**Your task**:
The required output is the line containing "index dip: (240, 141)" through the final line of the material below, printed exactly, with no other lines.

**Data for this task**:
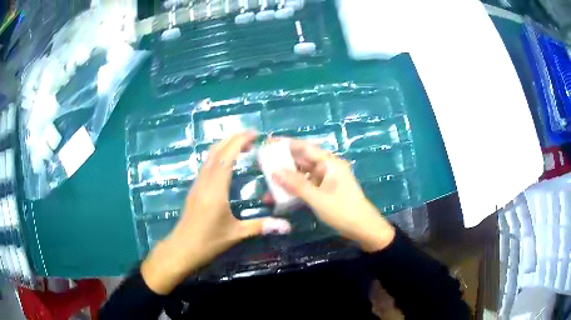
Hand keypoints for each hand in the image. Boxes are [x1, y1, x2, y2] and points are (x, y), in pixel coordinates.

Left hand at [141, 132, 290, 294]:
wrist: (181, 248)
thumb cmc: (208, 242)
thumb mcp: (235, 234)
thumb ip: (261, 226)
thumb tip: (287, 226)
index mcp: (216, 189)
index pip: (227, 157)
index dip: (240, 141)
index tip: (255, 134)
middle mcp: (205, 181)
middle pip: (216, 151)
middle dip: (233, 139)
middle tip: (252, 137)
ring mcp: (197, 184)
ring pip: (209, 156)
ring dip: (224, 146)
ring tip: (242, 146)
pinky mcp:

**Exercise result**:
index dip: (240, 141)
index tip: (255, 134)
middle mcp: (205, 181)
middle pip: (216, 151)
middle dip: (233, 139)
middle tip: (252, 137)
ring mcp: (197, 184)
ring pip: (209, 156)
ring dip: (224, 146)
ring tip: (242, 146)
pinky mcp:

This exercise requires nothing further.